The effects of a disaster, terrorist attack or other public health emergency can be long-lasting, and the resulting trauma can reverberate even with those not directly affected by the disaster. This course will introduce you to the effects a disaster can have on mental health, and how promotores can be prepared to help. This course has been designed to be self-directed and should not take more than two hours to complete.

 

CEUs: 4 contact hours (0.4 Community Health Worker CEUs) certified by the Texas Department of State Health Services awarded upon successful completion

 

Objectives:

By the end of Mental Health in Disasters training, the learner will be able to:

Module 1: Defining Mental Health

  • Understand the definition of mental health
  • State the differences between mental health, mental illness and mental health problems
  • List the seven statistics that reflect the importance of mental health

Module 2: Common Mental Health Disorders

  • List the common mental disorders
  • Describe the signs and symptoms of common mental health illnesses
  • Cite important facts that aid in mental health recovery
  • List the roles and responsibilities of promotores in addressing mental health disorders

Module 3: Traumatic Events and Disasters

  • Describe the difference between traumatic event and a disaster
  • Define psychological stress
  • List the symptoms of psychological stress
  • Understand how the public responds to disasters
  • List those at risk for psychological stress

Module 4: Responding to Disasters

  • Determine how people respond to disasters
  • Describe situations when you should refer people to mental health services
  • Understand who may be most at risk following a disaster

Module 5: Coping with Disasters

  • Identify methods to cope with field-related stress
  • Describe psychological first aid and the ways to utilize it
  • List the strategies that promotores can use to assist members of the public following a disaster
  • Identify how to respond to special risk groups
  • List the issues that influence long-term recovery following a disaster

 

Capabilities:

Capability 1: Community Preparedness

Function 2: Build community partnerships to support health preparedness

Function 3: Engage with community organizations to foster public health, medical, and mental/behavioral health social networks

Capability 2: Community Recovery

Function 1: Identify and monitor public health, medical, and mental/behavioral health system recovery needs.

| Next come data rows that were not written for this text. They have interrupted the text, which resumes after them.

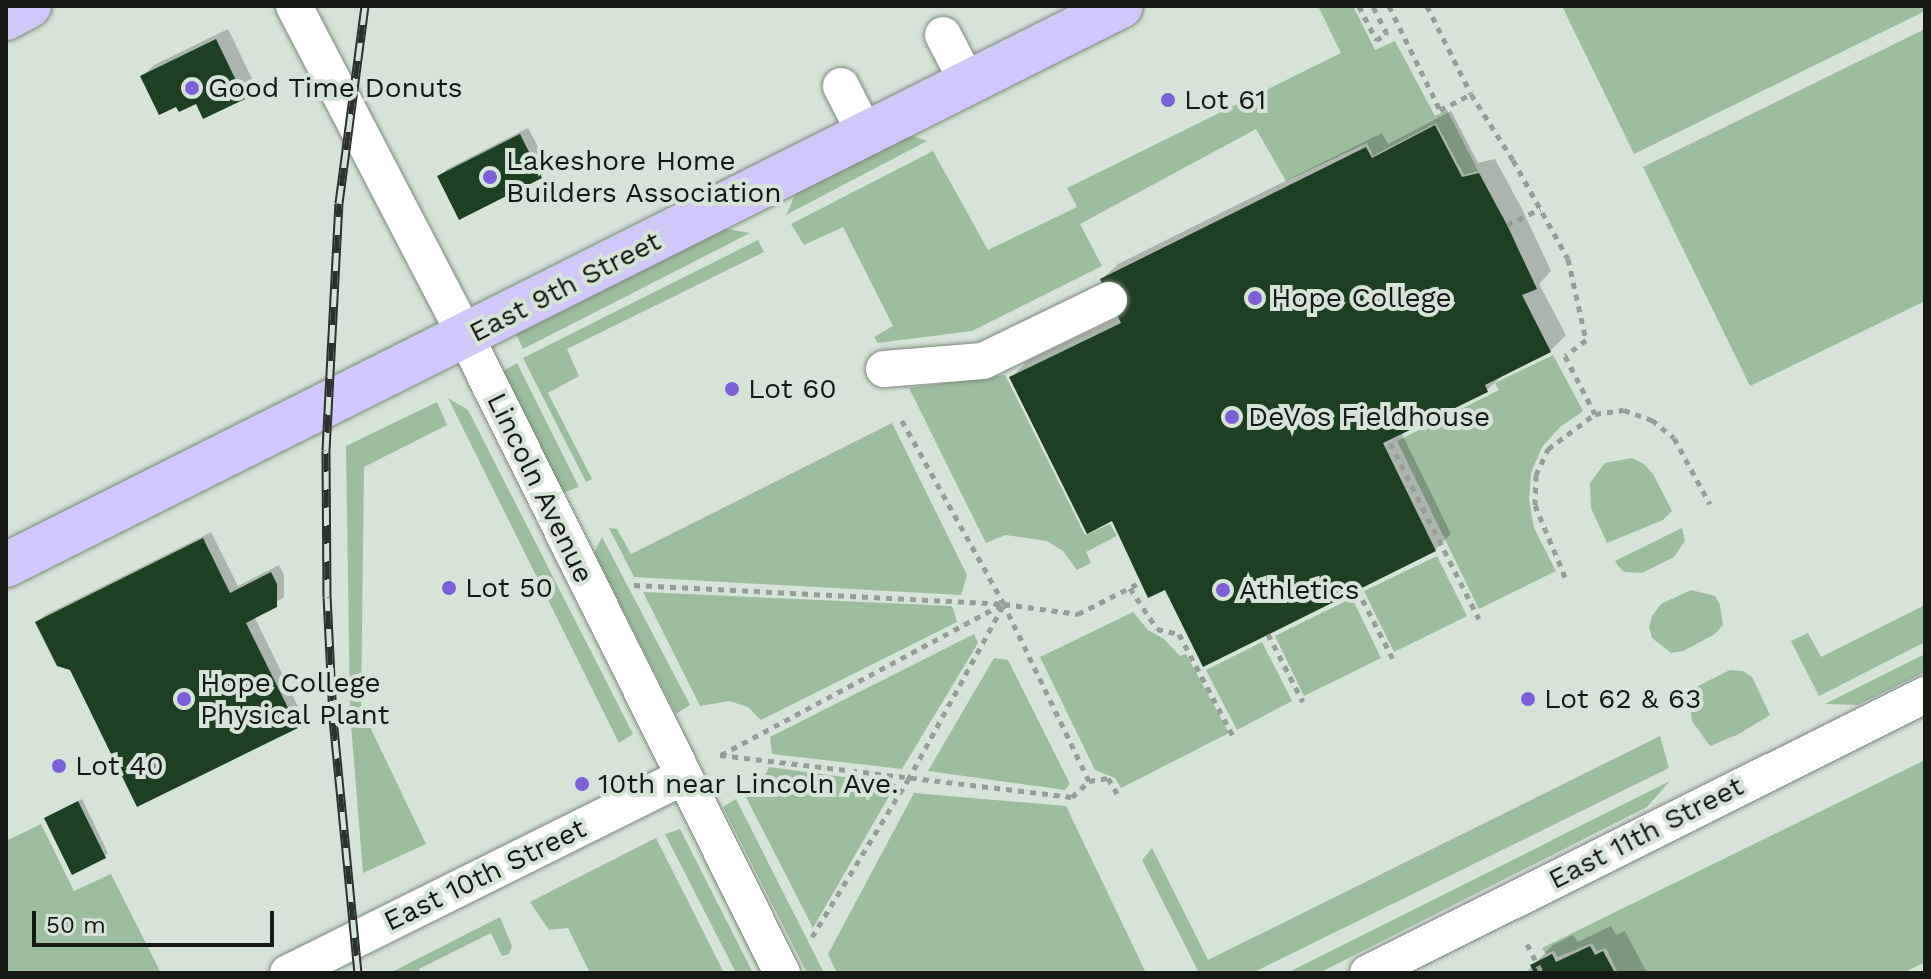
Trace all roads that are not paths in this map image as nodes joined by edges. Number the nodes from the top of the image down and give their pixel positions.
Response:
1 (29, 6) edge
2 (294, 6) edge
3 (1121, 6) edge
4 (6, 18) edge
5 (943, 35) dead end
6 (968, 83) junction
7 (841, 86) dead end
8 (866, 135) junction
9 (1109, 300) dead end
10 (466, 337) junction
11 (884, 369) dead end
12 (6, 565) edge
13 (1925, 695) edge
14 (682, 777) junction
15 (288, 973) edge
16 (782, 973) edge
17 (1368, 973) edge

1 - 4 main road
2 - 10 street, Lincoln Avenue
3 - 6 main road, East 9th Street
5 - 6 street
6 - 8 main road, East 9th Street
7 - 8 street
8 - 10 main road, East 9th Street
9 - 11 street
10 - 12 main road, East 9th Street
10 - 14 street, Lincoln Avenue
13 - 17 street, East 11th Street
14 - 15 street, East 10th Street
14 - 16 street, Lincoln Avenue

Function 2: Coordinate community public health, medical, and mental/behavioral health system recovery operations

 Capability 14: Responder Safety and Health

            Function 1: Identify responder safety and health risks

            Function 2: Identify safety and personal protective needs

 

Competencies:

Model Leadership

1.5 Demonstrate respect for all persons and cultures

Plan for and Improve Practice

3.2 Contribute expertise to the development of emergency plans

3.3 Participate in improving the organization’s capacities (including, but not limited to programs, plans, policies, laws and workforce training)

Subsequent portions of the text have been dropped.